The task:
Take every line containing "Avenue" from the material and copy it.

++++ Data ++++

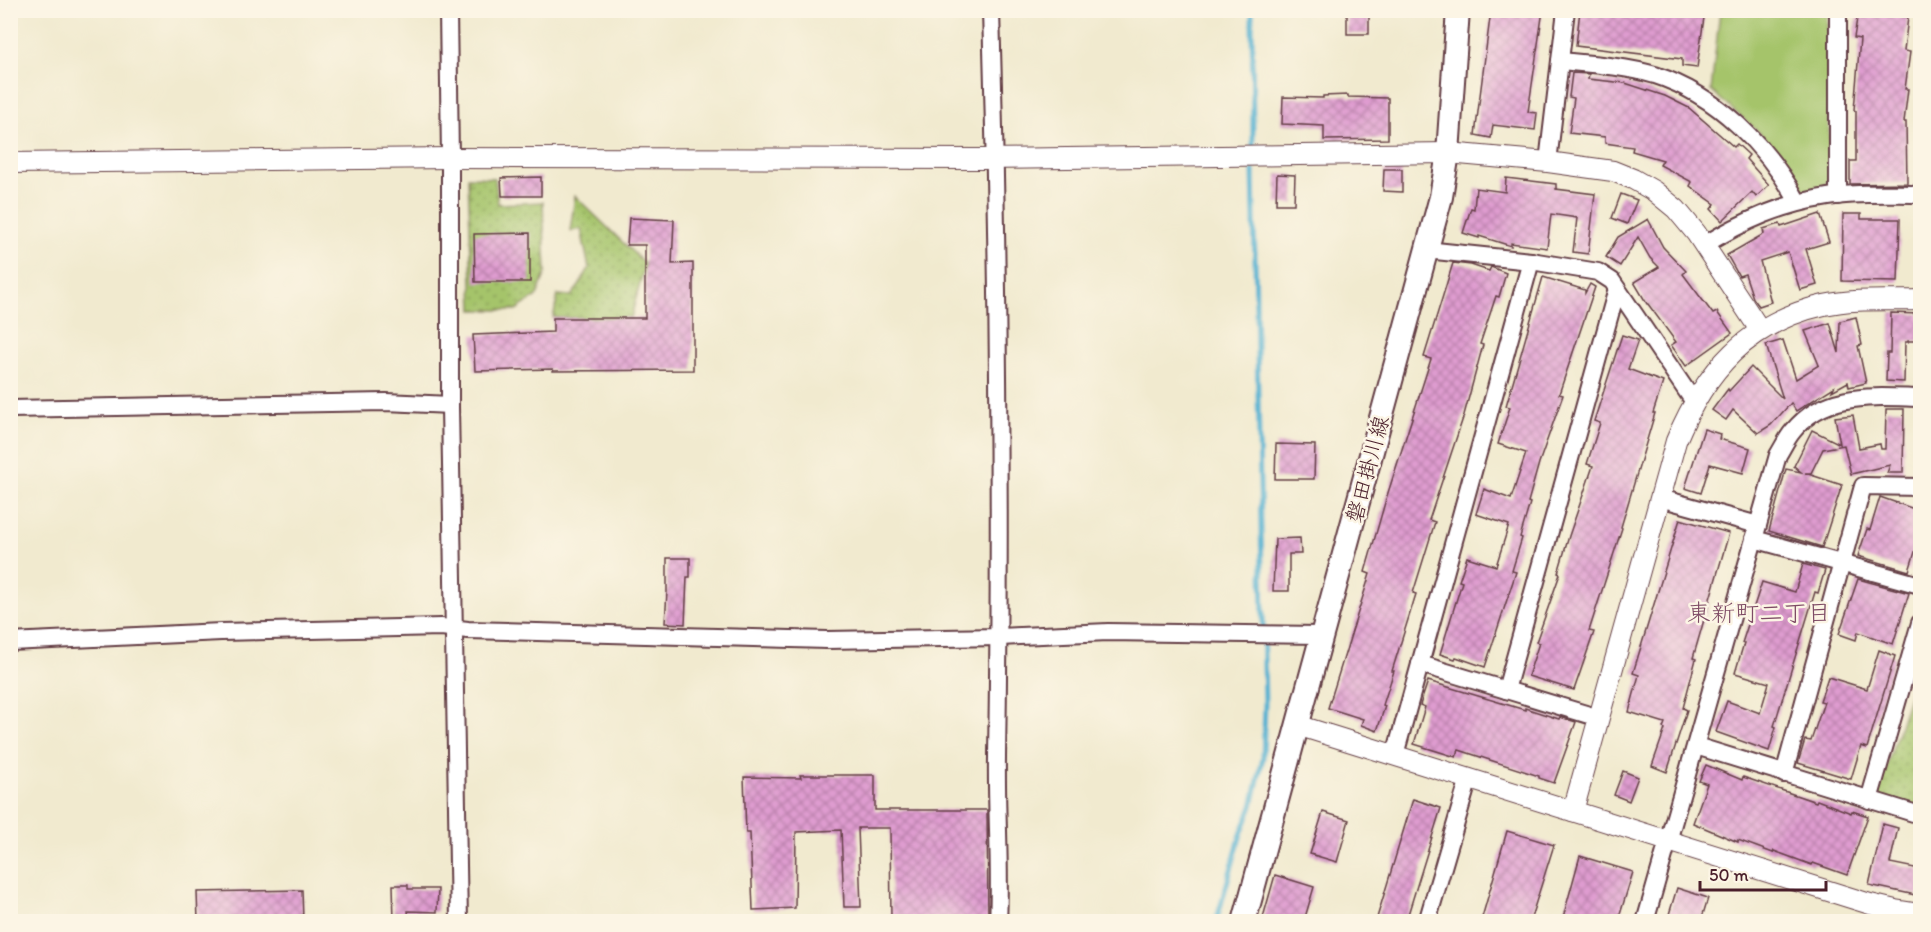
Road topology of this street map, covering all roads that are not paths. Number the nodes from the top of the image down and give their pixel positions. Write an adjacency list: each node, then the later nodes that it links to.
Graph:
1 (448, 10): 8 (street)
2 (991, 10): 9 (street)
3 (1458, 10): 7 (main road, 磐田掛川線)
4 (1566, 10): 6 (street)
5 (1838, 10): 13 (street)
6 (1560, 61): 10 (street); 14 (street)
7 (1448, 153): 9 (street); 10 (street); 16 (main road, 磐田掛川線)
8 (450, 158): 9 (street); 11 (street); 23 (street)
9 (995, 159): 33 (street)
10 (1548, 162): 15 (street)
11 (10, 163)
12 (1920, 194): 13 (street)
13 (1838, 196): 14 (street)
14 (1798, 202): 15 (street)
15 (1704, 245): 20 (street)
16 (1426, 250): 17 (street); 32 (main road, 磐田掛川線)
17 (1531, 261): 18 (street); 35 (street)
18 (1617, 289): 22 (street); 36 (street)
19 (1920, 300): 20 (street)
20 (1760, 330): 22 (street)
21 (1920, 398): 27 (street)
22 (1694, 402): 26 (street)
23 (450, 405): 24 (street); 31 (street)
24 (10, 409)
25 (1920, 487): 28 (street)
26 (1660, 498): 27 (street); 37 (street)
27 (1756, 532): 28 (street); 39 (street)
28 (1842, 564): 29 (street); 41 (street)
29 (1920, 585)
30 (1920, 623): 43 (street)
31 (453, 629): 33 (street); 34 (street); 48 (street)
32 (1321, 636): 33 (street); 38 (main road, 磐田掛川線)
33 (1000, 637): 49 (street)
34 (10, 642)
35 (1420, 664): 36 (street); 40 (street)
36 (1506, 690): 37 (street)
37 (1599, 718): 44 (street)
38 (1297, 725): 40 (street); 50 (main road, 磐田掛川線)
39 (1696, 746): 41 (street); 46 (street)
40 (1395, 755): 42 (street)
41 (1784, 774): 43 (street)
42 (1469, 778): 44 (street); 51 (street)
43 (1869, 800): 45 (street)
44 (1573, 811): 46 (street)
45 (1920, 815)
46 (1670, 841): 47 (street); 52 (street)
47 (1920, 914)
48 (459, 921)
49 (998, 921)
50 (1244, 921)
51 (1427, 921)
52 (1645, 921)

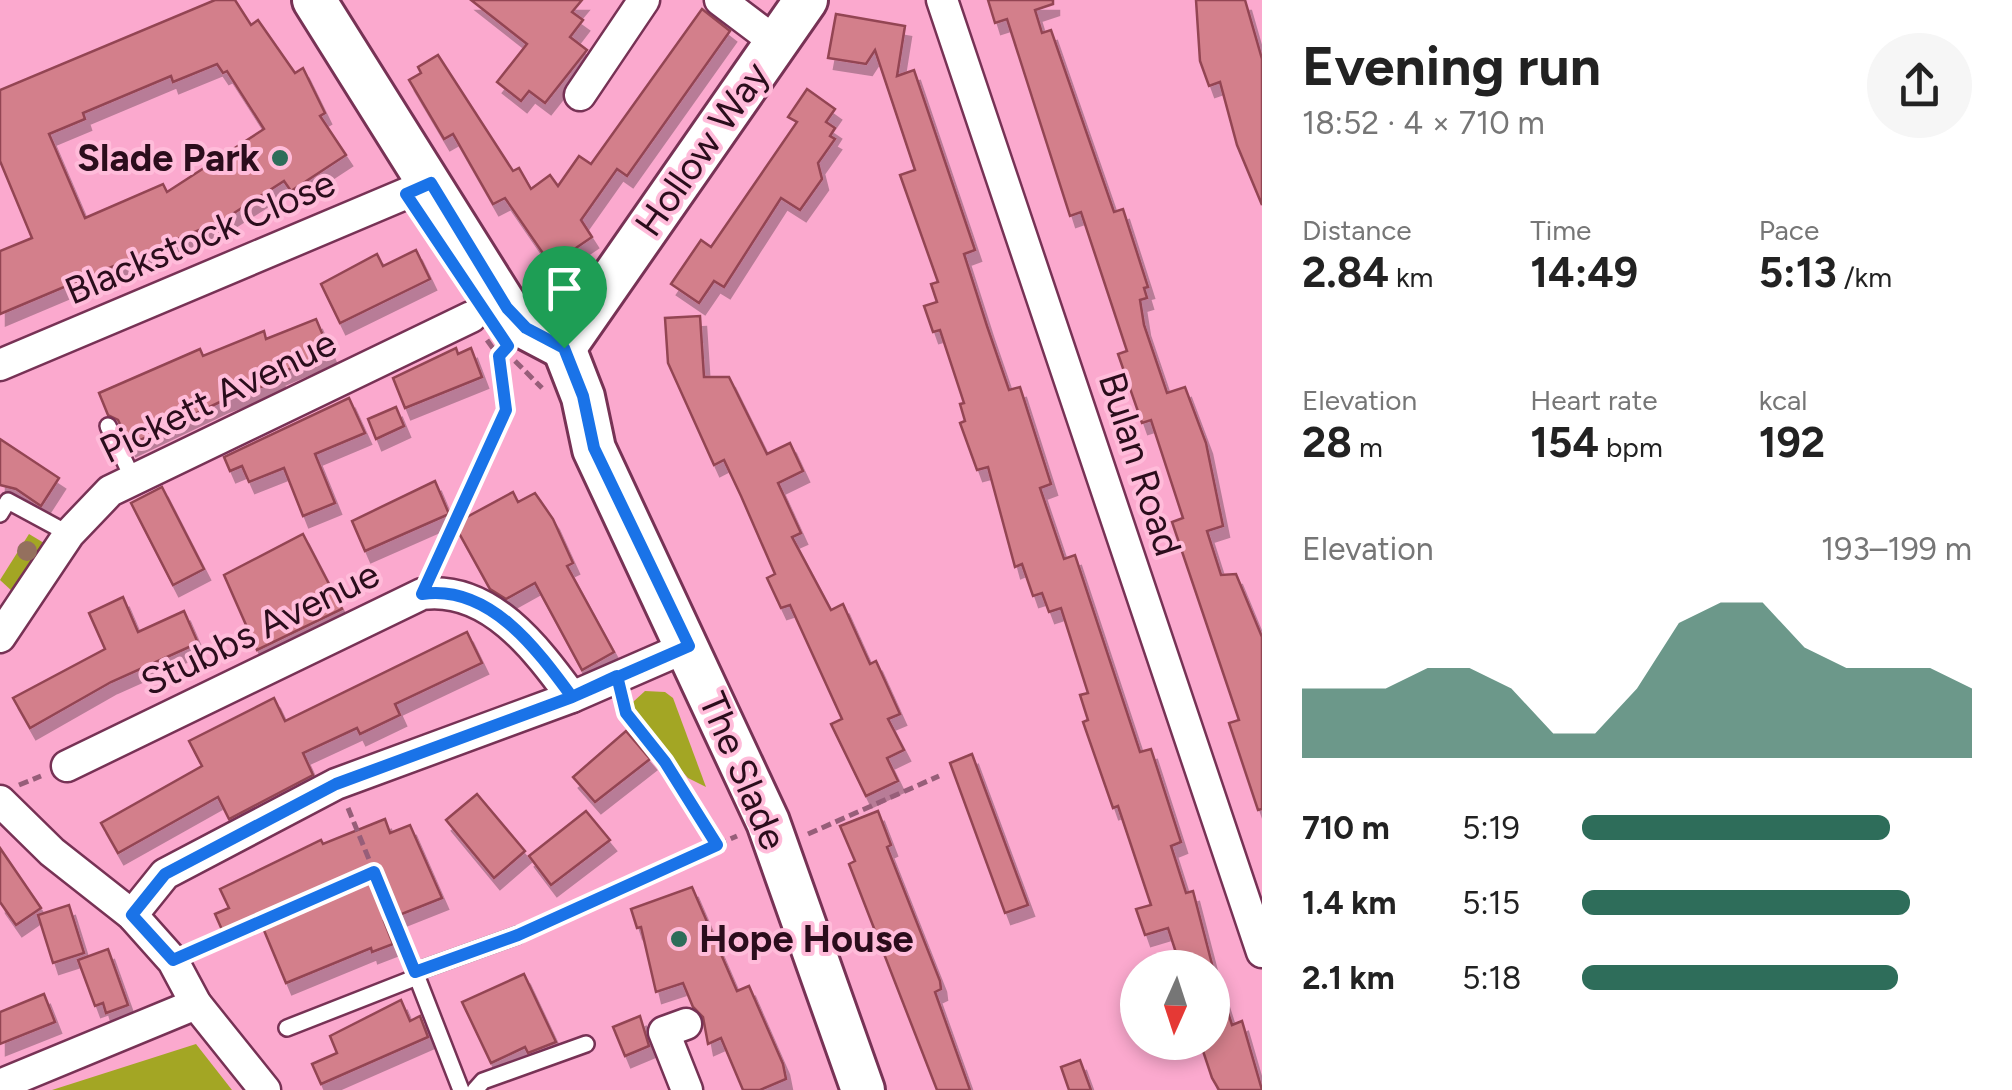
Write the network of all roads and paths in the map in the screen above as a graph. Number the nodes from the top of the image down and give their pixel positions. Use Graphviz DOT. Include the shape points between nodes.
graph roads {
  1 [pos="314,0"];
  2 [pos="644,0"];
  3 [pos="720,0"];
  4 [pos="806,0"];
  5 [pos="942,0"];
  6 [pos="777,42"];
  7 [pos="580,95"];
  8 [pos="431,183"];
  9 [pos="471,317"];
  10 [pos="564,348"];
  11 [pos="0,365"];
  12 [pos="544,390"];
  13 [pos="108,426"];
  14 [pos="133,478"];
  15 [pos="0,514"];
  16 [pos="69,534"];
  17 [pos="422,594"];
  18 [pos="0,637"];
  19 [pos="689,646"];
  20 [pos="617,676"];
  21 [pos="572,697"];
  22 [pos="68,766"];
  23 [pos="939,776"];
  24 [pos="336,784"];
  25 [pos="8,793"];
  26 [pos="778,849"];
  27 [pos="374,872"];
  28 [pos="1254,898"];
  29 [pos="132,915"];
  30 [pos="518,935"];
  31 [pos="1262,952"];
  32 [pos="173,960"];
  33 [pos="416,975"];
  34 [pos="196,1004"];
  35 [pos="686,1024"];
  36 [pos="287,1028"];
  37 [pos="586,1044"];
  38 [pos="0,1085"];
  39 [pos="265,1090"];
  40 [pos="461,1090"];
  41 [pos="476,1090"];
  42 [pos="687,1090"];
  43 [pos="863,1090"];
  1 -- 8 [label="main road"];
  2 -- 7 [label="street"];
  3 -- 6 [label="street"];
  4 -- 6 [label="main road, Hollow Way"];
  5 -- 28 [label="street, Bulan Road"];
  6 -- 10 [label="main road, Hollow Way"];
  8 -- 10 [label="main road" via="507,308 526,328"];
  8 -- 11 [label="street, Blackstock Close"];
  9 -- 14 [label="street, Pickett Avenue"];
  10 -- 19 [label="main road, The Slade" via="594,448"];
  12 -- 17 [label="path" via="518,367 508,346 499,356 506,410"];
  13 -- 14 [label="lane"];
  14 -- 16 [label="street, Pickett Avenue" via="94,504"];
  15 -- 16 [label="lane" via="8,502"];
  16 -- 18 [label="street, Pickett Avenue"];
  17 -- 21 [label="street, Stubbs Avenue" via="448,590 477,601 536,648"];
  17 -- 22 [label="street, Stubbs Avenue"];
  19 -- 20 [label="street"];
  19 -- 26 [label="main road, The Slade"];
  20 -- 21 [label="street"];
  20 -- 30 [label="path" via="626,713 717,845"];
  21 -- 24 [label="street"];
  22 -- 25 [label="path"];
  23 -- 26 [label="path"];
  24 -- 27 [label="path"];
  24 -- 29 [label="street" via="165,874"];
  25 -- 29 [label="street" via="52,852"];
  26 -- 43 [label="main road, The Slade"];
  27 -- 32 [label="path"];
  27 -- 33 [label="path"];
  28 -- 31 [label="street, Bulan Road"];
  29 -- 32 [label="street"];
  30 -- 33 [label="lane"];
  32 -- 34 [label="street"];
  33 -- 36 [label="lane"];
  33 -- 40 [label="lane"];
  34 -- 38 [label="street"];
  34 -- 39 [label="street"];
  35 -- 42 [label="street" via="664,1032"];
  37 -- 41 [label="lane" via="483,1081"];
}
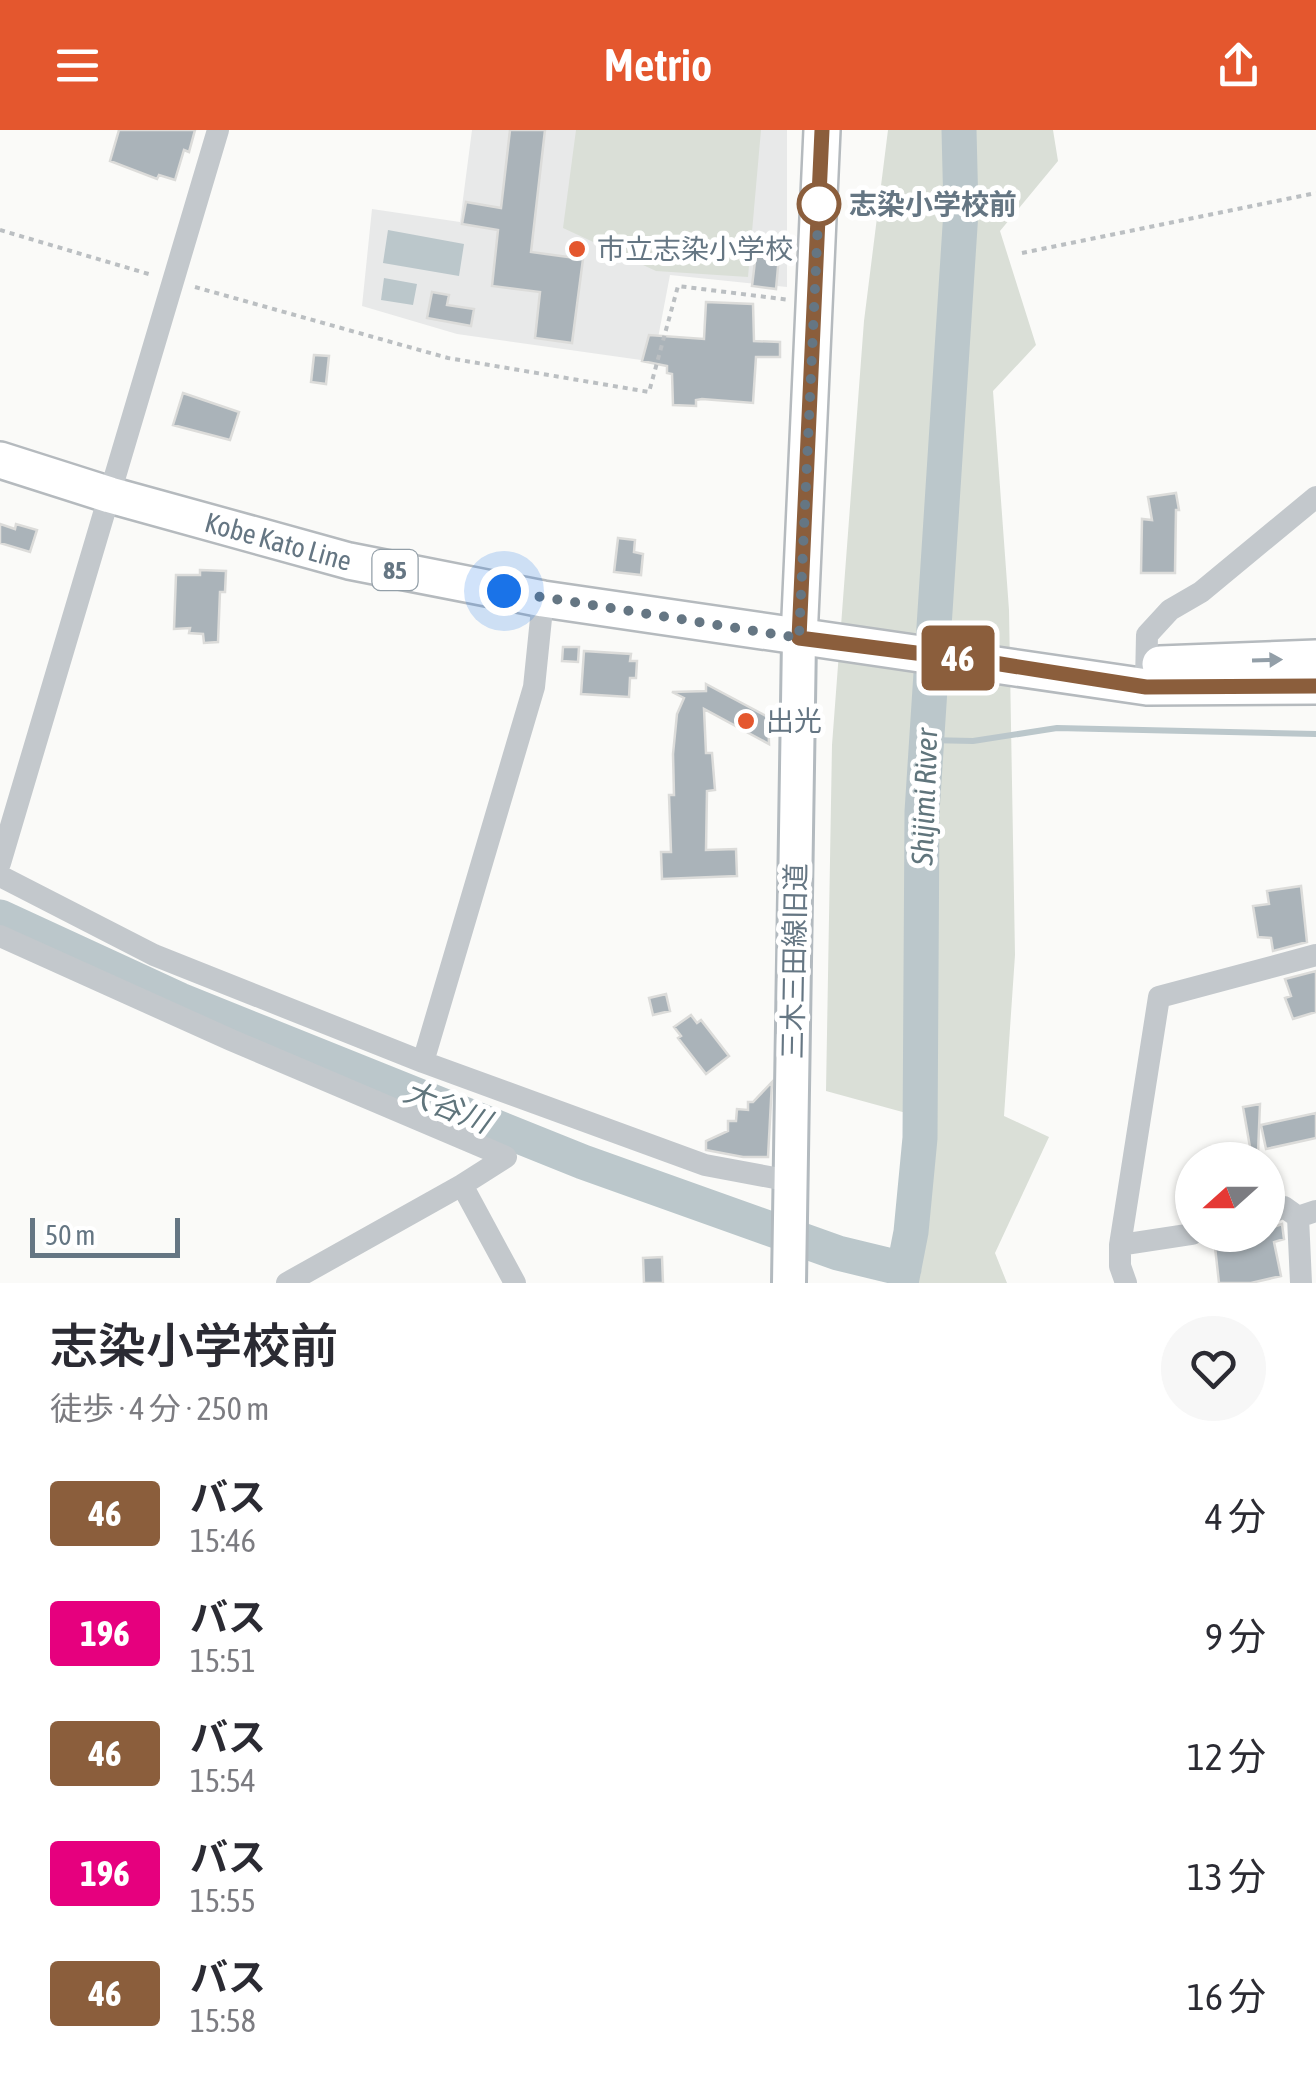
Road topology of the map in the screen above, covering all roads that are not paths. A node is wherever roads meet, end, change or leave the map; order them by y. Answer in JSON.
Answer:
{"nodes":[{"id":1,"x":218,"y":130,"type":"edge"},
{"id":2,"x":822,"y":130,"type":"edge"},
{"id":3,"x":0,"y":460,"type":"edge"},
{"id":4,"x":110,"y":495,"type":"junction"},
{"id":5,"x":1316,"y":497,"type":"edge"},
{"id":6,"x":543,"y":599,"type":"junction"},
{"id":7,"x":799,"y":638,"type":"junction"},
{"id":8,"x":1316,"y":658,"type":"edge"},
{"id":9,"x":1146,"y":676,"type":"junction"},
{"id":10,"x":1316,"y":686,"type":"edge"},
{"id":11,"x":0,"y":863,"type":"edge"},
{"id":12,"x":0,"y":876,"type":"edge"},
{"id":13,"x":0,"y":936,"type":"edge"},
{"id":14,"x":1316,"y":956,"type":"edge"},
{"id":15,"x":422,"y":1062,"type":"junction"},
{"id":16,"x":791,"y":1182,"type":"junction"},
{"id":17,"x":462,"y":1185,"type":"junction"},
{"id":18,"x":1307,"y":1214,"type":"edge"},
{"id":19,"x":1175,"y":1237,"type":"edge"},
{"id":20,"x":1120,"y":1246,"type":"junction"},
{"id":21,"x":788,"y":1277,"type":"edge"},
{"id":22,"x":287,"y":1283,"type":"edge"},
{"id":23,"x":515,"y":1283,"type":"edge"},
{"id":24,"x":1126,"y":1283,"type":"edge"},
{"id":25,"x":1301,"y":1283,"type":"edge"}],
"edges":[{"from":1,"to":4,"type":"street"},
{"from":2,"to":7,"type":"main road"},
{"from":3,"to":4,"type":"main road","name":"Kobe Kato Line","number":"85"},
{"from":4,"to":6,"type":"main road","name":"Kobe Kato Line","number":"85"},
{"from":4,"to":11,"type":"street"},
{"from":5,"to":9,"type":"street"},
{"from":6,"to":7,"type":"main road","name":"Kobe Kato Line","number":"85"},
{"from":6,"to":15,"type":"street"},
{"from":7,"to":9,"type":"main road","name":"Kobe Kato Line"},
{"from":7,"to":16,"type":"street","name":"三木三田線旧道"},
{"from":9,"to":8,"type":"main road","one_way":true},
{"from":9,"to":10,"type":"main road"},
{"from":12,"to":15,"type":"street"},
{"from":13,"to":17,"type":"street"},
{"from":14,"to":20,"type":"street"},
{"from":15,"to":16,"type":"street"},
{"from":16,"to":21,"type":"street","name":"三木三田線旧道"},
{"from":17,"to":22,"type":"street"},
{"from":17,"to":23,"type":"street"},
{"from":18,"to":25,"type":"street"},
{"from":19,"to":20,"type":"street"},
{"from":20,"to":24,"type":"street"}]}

++++

Response area:
  9 -- 14 [label="street, Pickett Avenue"];
  14 -- 16 [label="street, Pickett Avenue" via="94,504"];
  16 -- 18 [label="street, Pickett Avenue"];
  17 -- 21 [label="street, Stubbs Avenue" via="448,590 477,601 536,648"];
  17 -- 22 [label="street, Stubbs Avenue"];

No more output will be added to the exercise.